Source code for galaxy.jobs.runners.tasks

import errno
import logging
import os
from time import sleep

from galaxy import model
from galaxy.jobs import TaskWrapper
from galaxy.jobs.runners import BaseJobRunner

log = logging.getLogger(__name__)

__all__ = ("TaskedJobRunner",)


[docs]class TaskedJobRunner(BaseJobRunner):
    """
    Job runner backed by a finite pool of worker threads. FIFO scheduling
    """

    runner_name = "TaskRunner"

[docs]    def __init__(self, app, nworkers):
        """Start the job runner with 'nworkers' worker threads"""
        super().__init__(app, nworkers)
        self._init_worker_threads()

[docs]    def queue_job(self, job_wrapper):
        # prepare the job
        if not self.prepare_job(job_wrapper):
            return

        # command line has been added to the wrapper by prepare_job()
        command_line = job_wrapper.runner_command_line

        stderr = stdout = ""

        # Persist the destination
        job_wrapper.set_job_destination(job_wrapper.job_destination)

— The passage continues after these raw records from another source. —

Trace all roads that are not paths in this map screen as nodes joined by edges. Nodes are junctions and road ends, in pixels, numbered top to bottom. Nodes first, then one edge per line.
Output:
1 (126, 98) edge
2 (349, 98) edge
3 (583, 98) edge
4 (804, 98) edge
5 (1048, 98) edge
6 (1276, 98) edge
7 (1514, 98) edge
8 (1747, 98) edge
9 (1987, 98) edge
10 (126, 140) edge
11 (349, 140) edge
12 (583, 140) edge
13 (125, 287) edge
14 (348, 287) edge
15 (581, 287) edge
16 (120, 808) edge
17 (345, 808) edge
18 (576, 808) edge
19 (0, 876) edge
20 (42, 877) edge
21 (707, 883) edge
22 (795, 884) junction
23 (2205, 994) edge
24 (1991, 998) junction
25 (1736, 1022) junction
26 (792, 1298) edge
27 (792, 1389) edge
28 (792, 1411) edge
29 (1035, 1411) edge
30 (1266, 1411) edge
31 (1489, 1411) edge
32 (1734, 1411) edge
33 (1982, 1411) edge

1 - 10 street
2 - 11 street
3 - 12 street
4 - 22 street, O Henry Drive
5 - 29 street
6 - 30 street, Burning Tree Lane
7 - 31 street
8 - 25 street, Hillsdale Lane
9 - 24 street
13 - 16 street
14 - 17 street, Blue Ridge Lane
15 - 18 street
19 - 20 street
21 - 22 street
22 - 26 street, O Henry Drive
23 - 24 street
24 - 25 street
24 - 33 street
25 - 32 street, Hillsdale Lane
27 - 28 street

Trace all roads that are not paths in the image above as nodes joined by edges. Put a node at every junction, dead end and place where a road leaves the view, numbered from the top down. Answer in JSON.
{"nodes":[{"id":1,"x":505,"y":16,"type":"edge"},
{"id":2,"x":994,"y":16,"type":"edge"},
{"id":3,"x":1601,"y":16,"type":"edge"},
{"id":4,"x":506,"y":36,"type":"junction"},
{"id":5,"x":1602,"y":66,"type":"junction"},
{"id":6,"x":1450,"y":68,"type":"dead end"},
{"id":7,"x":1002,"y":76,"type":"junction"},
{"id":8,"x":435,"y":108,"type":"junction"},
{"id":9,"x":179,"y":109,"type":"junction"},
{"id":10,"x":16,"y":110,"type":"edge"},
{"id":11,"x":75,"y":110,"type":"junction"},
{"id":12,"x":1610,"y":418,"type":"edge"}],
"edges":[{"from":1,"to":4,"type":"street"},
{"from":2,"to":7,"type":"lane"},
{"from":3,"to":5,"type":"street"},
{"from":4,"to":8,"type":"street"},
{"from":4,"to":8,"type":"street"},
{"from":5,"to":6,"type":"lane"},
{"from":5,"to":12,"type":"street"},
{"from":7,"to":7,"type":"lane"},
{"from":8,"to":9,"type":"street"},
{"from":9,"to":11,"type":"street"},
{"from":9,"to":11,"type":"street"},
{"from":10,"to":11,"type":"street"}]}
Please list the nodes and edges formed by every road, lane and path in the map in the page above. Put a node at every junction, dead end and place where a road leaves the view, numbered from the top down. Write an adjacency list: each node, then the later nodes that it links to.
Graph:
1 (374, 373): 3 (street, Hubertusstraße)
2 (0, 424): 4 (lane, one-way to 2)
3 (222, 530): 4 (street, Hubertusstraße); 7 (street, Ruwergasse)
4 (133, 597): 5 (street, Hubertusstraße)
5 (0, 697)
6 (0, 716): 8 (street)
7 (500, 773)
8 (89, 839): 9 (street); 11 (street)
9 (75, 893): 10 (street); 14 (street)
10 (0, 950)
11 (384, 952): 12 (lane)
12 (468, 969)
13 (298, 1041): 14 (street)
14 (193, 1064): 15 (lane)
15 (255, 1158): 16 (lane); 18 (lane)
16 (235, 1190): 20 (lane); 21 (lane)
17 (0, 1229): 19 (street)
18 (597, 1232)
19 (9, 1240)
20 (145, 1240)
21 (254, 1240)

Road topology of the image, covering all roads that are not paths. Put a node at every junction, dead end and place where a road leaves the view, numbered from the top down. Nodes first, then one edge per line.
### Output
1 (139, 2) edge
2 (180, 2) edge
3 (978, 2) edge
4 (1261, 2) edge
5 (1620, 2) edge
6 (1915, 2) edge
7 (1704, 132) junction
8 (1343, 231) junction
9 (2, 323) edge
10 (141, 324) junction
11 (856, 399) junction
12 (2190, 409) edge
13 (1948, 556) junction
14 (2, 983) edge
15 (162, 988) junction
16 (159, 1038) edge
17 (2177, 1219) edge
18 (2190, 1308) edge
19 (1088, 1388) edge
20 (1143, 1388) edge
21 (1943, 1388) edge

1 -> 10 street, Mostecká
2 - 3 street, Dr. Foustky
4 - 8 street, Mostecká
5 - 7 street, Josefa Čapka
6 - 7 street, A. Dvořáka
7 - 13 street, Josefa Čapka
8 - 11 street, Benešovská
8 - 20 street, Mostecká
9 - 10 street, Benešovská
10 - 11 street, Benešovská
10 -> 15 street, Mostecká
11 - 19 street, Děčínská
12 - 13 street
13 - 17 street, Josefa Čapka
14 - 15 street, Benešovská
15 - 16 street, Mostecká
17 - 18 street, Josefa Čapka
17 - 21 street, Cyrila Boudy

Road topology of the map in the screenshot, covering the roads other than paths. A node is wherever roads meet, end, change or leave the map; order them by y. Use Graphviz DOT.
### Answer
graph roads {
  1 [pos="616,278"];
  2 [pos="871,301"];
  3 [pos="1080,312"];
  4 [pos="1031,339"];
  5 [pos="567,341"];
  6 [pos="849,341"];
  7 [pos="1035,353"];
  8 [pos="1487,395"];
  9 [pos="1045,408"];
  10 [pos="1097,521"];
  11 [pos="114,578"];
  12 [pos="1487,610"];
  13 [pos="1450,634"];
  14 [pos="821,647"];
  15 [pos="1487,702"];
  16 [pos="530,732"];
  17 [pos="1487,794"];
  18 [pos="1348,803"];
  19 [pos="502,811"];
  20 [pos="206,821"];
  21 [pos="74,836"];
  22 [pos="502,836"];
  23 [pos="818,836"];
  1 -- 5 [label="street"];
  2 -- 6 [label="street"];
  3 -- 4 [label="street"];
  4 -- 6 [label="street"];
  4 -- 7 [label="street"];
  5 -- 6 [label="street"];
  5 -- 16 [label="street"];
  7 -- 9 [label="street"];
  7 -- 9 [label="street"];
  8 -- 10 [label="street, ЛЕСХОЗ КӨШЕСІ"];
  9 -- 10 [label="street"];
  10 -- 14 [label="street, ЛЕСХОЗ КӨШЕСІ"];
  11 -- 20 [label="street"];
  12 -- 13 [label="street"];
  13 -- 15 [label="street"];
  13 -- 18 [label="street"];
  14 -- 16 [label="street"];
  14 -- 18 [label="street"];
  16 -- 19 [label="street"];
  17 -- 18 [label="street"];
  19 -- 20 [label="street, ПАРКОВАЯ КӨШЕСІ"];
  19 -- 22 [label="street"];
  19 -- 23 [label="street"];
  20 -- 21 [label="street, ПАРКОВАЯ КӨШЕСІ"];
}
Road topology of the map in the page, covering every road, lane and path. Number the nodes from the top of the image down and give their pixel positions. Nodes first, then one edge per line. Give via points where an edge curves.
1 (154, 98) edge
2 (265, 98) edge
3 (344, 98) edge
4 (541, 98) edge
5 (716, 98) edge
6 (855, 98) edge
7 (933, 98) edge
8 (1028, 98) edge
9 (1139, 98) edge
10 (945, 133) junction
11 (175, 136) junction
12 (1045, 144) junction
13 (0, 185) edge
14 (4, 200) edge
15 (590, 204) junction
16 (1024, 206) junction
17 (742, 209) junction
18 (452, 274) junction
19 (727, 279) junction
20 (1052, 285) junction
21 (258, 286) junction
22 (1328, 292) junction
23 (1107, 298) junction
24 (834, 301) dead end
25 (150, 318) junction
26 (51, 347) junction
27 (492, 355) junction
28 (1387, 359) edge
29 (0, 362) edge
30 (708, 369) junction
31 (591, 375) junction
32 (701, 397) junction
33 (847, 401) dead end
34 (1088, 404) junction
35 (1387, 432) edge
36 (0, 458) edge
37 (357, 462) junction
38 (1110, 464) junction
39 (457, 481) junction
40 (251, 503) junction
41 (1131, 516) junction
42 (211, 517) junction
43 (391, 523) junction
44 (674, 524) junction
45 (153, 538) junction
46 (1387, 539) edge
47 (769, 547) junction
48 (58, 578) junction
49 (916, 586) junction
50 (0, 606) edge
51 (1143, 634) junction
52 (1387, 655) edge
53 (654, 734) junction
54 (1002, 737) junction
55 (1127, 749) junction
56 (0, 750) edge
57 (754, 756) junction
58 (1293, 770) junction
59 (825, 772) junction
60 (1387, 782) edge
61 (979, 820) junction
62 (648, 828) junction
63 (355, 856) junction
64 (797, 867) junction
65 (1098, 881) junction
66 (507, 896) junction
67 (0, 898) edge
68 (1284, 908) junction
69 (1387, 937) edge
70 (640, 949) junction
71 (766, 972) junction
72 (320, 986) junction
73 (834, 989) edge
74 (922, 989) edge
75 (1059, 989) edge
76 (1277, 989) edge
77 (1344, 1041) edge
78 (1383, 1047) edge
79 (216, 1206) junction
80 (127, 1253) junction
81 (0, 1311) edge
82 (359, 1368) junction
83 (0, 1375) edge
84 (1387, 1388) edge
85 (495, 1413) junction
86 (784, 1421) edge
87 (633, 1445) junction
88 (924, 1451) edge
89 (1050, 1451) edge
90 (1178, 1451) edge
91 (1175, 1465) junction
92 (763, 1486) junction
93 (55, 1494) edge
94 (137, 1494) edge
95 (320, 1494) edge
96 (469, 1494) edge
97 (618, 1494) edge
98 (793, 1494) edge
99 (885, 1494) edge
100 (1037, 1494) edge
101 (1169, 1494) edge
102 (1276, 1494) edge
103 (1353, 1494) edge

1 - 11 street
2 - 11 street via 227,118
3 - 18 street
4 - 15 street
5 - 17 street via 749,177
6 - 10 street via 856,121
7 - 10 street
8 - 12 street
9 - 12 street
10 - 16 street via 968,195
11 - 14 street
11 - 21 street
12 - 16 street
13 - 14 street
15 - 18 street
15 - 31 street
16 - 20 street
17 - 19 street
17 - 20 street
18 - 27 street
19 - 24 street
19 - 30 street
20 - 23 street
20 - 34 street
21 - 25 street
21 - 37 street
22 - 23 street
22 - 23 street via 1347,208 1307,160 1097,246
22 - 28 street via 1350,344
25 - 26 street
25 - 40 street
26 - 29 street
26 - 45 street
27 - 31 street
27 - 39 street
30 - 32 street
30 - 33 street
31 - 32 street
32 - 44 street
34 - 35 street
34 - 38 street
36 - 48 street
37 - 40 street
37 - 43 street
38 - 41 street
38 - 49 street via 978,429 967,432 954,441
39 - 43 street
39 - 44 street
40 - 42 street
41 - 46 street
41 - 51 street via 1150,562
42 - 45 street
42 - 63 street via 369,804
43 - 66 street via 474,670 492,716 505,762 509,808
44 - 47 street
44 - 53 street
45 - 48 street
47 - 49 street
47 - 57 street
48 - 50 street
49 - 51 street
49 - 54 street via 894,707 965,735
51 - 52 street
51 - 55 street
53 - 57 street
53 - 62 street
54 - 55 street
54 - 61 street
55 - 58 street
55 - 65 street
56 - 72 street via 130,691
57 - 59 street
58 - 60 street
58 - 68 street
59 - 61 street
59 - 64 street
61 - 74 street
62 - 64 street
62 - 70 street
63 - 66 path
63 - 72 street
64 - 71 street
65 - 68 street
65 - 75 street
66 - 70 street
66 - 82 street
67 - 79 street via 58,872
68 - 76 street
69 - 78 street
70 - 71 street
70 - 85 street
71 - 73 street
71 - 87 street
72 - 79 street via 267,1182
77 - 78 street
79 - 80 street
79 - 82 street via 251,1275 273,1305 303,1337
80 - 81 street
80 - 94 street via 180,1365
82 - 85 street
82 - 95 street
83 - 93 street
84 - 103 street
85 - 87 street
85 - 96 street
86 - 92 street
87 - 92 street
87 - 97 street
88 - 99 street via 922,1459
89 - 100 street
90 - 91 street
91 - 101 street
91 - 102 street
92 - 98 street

        # This is the job's exit code, which will depend on the tasks'
        # exit code. The overall job's exit code will be one of two values:
        # o if the job is successful, then the last task scanned will be
        #   used to determine the exit code. Note that this is not the same
        #   thing as the last task to complete, which could be added later.
        # o if a task fails, then the job will fail and the failing task's
        #   exit code will become the job's exit code.
        job_exit_code = None

        try:
            job_wrapper.change_state(model.Job.states.RUNNING)
            self.sa_session.flush()
            # Split with the defined method.
            parallelism = job_wrapper.get_parallelism()
            try:
                splitter = getattr(
                    __import__("galaxy.jobs.splitters", globals(), locals(), [parallelism.method]), parallelism.method
                )
            except Exception:
                job_wrapper.change_state(model.Job.states.ERROR)
                job_wrapper.fail(f"Job Splitting Failed, no match for '{parallelism}'")
                return
            tasks = splitter.do_split(job_wrapper)
            # Not an option for now.  Task objects don't *do* anything
            # useful yet, but we'll want them tracked outside this thread
            # to do anything.
            # if track_tasks_in_database:
            task_wrappers = []
            for task in tasks:
                self.sa_session.add(task)
            self.sa_session.flush()
            # Must flush prior to the creation and queueing of task wrappers.
            for task in tasks:
                tw = TaskWrapper(task, job_wrapper.queue)
                task_wrappers.append(tw)
                self.app.job_manager.job_handler.dispatcher.put(tw)
            tasks_complete = False
            count_complete = 0
            sleep_time = 1
            # sleep/loop until no more progress can be made. That is when
            # all tasks are one of { OK, ERROR, DELETED }. If a task
            completed_states = [model.Task.states.OK, model.Task.states.ERROR, model.Task.states.DELETED]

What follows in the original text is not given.